Start of Provided data

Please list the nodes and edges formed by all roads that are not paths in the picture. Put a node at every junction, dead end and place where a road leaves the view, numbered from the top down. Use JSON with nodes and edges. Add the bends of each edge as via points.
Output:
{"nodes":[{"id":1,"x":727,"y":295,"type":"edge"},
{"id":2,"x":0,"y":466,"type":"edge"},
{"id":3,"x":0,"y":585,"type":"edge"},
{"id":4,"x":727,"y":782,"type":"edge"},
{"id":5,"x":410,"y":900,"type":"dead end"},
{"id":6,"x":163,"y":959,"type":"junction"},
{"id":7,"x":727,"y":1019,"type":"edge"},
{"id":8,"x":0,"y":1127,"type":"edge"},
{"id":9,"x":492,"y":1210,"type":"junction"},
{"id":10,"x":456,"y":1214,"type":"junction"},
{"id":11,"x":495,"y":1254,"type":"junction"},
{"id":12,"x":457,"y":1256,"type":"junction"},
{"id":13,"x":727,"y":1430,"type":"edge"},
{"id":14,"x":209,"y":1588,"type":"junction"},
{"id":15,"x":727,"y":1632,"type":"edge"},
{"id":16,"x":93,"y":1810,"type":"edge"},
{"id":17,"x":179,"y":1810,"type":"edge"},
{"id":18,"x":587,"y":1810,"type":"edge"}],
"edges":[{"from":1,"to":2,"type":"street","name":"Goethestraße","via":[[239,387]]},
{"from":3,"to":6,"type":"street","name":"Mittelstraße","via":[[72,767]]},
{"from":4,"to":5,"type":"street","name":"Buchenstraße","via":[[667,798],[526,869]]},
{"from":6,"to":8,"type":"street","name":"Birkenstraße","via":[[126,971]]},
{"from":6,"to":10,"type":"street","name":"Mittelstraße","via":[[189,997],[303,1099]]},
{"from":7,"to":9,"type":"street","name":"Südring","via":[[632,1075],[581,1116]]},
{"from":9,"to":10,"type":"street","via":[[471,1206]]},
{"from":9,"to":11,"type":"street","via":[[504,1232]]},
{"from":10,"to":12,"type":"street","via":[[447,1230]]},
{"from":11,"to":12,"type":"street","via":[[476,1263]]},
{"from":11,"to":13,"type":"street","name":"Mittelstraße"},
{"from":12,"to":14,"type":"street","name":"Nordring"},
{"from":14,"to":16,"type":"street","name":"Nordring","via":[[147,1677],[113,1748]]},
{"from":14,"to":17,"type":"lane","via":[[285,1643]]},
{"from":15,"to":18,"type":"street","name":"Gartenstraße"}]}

End of Provided data
Start of Provided data

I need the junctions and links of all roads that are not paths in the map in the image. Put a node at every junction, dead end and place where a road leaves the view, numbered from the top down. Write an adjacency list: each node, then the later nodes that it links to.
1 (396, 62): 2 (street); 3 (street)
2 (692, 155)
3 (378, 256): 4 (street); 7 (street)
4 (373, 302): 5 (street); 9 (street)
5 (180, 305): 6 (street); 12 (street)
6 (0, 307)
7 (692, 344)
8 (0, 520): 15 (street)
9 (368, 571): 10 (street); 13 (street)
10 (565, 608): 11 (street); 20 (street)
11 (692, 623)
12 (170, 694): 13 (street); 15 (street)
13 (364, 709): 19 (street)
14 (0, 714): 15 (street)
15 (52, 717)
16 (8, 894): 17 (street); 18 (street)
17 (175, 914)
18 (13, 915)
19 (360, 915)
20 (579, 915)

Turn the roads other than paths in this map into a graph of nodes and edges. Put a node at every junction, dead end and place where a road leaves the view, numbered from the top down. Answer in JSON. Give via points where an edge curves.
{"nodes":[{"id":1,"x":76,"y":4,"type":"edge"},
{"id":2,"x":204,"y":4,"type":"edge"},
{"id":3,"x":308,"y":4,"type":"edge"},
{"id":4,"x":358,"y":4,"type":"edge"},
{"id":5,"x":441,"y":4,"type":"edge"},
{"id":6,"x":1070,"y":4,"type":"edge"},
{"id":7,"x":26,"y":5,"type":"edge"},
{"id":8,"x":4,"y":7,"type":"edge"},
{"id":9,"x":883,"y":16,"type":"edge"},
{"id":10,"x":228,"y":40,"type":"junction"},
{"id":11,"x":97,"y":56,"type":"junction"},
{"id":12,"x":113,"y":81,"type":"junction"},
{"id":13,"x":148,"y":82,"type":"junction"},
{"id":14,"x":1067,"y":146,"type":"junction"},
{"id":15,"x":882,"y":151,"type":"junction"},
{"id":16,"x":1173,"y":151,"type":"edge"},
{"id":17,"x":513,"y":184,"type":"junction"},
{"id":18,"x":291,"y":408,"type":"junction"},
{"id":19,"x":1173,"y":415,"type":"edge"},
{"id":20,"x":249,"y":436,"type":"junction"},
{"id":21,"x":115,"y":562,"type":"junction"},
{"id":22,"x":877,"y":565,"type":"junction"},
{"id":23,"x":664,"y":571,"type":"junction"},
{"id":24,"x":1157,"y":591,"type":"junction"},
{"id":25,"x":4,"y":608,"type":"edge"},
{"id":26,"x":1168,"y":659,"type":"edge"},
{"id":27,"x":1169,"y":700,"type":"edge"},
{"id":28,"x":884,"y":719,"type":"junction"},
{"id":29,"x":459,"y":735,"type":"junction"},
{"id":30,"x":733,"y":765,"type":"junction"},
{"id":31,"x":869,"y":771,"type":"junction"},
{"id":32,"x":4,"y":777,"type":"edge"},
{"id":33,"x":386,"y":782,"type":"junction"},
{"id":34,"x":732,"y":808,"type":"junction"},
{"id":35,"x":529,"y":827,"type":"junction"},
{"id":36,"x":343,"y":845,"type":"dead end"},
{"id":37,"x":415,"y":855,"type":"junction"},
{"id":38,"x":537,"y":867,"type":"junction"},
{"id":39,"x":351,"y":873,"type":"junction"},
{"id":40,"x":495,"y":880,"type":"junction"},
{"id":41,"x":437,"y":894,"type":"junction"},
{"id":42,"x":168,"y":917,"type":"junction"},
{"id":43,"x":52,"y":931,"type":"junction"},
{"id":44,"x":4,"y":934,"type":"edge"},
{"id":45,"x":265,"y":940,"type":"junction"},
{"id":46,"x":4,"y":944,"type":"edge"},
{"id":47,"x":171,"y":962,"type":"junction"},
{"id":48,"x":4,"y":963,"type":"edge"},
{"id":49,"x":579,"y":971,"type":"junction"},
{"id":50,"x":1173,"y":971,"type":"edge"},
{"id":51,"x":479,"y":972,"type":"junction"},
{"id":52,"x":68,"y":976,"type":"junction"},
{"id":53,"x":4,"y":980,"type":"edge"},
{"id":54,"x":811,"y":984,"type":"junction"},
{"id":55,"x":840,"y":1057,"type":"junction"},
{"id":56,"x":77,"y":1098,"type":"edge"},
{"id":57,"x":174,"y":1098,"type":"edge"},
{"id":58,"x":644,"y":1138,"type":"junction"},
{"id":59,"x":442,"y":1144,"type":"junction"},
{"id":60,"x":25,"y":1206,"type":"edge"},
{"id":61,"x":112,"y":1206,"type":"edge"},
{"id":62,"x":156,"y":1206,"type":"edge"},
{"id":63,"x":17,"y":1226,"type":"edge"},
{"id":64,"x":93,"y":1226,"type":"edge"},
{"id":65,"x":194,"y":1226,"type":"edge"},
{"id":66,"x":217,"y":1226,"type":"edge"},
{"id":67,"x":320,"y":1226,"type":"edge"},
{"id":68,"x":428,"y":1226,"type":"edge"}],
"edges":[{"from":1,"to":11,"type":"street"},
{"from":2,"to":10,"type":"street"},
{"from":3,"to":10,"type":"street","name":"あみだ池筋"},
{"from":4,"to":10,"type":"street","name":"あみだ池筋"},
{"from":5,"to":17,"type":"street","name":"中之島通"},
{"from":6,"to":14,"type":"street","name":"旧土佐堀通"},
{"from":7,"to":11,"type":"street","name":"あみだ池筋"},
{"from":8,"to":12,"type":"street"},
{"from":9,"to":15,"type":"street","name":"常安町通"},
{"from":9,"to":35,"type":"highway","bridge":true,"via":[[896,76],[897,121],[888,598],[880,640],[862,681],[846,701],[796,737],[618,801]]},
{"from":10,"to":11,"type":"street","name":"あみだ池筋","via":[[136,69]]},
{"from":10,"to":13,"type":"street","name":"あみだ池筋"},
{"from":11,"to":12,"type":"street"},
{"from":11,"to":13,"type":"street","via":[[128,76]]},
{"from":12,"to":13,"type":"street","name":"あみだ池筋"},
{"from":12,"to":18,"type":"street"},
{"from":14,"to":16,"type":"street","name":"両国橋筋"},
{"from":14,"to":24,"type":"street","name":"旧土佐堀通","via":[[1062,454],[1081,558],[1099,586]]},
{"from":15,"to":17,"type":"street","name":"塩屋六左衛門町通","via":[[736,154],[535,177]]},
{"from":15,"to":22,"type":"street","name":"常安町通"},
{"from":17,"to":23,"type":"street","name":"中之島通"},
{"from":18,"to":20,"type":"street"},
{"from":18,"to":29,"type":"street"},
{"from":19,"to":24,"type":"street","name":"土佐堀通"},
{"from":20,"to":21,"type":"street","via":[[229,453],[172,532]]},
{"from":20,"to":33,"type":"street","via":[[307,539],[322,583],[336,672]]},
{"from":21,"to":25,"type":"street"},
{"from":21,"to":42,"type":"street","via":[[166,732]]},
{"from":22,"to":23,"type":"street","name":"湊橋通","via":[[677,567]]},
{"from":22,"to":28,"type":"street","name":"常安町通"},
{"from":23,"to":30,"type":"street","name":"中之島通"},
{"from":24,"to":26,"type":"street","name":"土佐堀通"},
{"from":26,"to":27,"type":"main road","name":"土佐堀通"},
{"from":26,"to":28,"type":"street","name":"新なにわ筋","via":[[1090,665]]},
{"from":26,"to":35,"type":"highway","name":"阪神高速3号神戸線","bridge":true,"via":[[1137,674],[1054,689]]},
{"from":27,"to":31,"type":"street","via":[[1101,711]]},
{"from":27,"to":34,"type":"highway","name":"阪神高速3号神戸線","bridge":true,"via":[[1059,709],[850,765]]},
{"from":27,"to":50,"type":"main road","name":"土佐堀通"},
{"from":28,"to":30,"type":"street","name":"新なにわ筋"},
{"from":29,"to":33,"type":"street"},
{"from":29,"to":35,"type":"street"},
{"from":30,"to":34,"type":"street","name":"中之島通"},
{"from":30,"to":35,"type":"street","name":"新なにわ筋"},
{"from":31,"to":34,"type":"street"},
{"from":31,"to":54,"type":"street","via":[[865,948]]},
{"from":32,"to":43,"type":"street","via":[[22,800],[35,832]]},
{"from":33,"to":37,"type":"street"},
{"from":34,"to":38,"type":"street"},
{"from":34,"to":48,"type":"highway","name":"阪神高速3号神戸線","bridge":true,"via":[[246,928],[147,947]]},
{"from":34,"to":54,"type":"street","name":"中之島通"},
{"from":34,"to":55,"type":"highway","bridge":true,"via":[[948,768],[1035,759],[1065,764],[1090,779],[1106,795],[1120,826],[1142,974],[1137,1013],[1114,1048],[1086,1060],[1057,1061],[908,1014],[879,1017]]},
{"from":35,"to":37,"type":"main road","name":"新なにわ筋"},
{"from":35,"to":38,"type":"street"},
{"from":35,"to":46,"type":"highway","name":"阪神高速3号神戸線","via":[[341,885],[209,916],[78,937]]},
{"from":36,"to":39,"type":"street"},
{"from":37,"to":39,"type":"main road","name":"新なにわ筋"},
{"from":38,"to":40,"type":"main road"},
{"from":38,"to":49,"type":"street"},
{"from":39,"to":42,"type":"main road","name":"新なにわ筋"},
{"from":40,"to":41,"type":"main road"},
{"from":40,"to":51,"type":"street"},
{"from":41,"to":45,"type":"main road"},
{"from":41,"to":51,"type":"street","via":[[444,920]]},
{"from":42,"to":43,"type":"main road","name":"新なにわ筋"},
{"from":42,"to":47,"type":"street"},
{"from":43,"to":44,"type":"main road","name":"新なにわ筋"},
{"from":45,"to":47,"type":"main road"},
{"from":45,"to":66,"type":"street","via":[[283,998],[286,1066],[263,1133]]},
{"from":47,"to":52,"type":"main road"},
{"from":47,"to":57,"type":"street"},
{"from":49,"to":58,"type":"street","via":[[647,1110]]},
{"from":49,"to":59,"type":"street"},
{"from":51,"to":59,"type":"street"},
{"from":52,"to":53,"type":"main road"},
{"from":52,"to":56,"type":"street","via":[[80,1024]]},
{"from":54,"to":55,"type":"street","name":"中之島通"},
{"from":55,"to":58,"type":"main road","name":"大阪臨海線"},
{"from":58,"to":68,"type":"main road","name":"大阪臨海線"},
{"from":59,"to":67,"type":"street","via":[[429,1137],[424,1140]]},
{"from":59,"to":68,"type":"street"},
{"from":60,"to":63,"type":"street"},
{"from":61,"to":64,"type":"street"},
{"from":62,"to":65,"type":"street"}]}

End of Provided data

- What needs to be done:
Work out how many lines of the records contain the string "every". Nothing but the number should be written.

- Exercise answer:
3